The most frustrating area of contempt law for the traditional media has been sub judice contempt – publishing prejudicial material that might reduce the chance of a fair trial. First Amendment rights in the US have given the media immunity in recent times, but ‘trial by media’ can prompt a mistrial and lawyers can be disciplined if they make prejudicial statements during a trial. ‘Sub judice’ comes from the Latin meaning ‘under justice’ and has been prosecuted most often in the UK and Commonwealth countries, although some European countries like Denmark have laws against publications that might seriously damage a trial.

In 2011, the judge presiding over the trial of a conservative politician for a false expenses claim in Britain referred to the Attorney-General a potentially prejudicial tweet about the case by a rival politician. High-profile Labour peer Lord Sugar tweeted to his 300,000 followers on the second day of the trial: “Lord Taylor, Tory Peer in court on expenses fiddle. Wonder if he will get off in comparison to Labour MPs who were sent to jail?” The Telegraph quoted Justice Saunders saying: “I was concerned that if seen by a juror it might influence their approach to the case… I reported the matter to the Attorney-General not for the purpose of taking any action against Lord Sugar but to investigate whether entries on Twitter sites … posed a risk of prejudicing the fairness of a trial, and if so whether there were steps which could be taken to minimise that risk.”

International media law firm Taylor Wessing revealed in 2011 that they had defend a website against contempt allegations over prejudicial user-generated posts on a message board just a few weeks before a criminal fraud trial.

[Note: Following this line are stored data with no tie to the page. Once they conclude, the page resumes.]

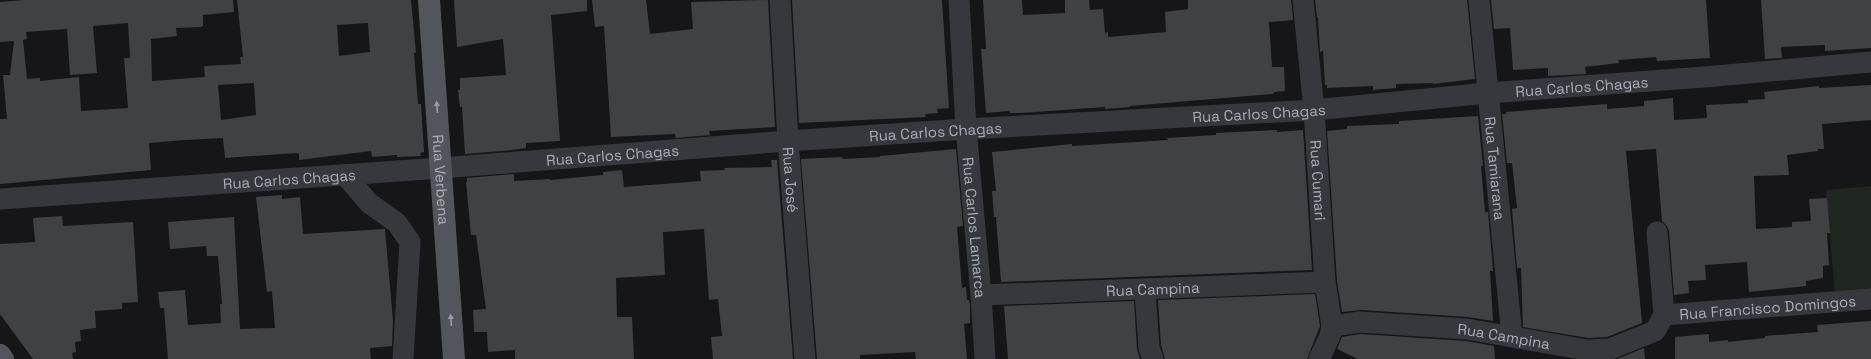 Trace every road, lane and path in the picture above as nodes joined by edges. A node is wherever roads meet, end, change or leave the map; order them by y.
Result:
1 (429, 0) edge
2 (780, 0) edge
3 (959, 0) edge
4 (1303, 0) edge
5 (1479, 0) edge
6 (1871, 62) edge
7 (1488, 93) junction
8 (1314, 110) junction
9 (966, 129) junction
10 (788, 141) junction
11 (442, 168) junction
12 (345, 175) junction
13 (0, 199) edge
14 (1657, 232) dead end
15 (1325, 282) junction
16 (1145, 290) junction
17 (981, 295) junction
18 (1871, 299) edge
19 (1664, 315) junction
20 (1332, 326) junction
21 (1512, 337) junction
22 (1610, 354) edge
23 (0, 356) edge
24 (3, 359) edge
25 (403, 359) edge
26 (454, 359) edge
27 (805, 359) edge
28 (985, 359) edge
29 (1153, 359) edge
30 (1319, 359) edge

11 -> 1 main road, Rua Verbena
2 - 10 street, Rua José
3 - 9 street, Rua Carlos Lamarca
4 - 8 street, Rua Cumari
5 - 7 street, Rua Tamiarana
6 - 7 street, Rua Carlos Chagas
7 - 8 street, Rua Carlos Chagas
7 - 21 street, Rua Tamiarana
8 - 9 street, Rua Carlos Chagas
8 - 15 street, Rua Cumari
9 - 10 street, Rua Carlos Chagas
9 - 17 street, Rua Carlos Lamarca
10 - 11 street, Rua Carlos Chagas
10 - 27 street, Rua José
11 - 12 street, Rua Carlos Chagas
26 -> 11 main road, Rua Verbena
12 - 13 street, Rua Carlos Chagas
12 - 25 street
14 - 19 street
15 - 16 street, Rua Campina
15 - 20 street, Rua Cumari
16 - 17 street, Rua Campina
16 - 29 street
17 - 28 street, Rua Carlos Lamarca
18 - 19 street, Rua Francisco Domingos
19 - 22 street, Rua Campina
20 - 21 street, Rua Campina
20 - 30 street, Rua Cumari
21 - 22 street, Rua Campina
23 - 24 main road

They had to take down the messages and the jury had to be warned not to do Internet research. They pointed out that bloggers and social media users were liable for their publications even when they did not intend to damage a trial. From the moment someone has been arrested in a criminal case, reports about the matter are seriously limited in many countries. Authorities can prosecute for this kind of contempt if there is a ‘substantial risk’ that justice will be prejudiced in the case.

While the mainstream media are the most common targets of such actions, the size of the audience for many blogs and social media commentators will increasingly make them vulnerable. The Victorian Government Solicitor’s Office advises websites to take down materials related to an upcoming case in the lead-up to a trial. The most sensitive material is anything implying the guilt or innocence of the accused, confessions, photo identification of the accused, and republishing reports of earlier hearings. A public interest defence might be available for publication of material on a matter of overwhelming public importance, but you should never rely upon this defence without legal advice.

Blogging and Tweeting Without Getting Sued: A global guide to the law for anyone writing online is now available in print and ebook formats worldwide.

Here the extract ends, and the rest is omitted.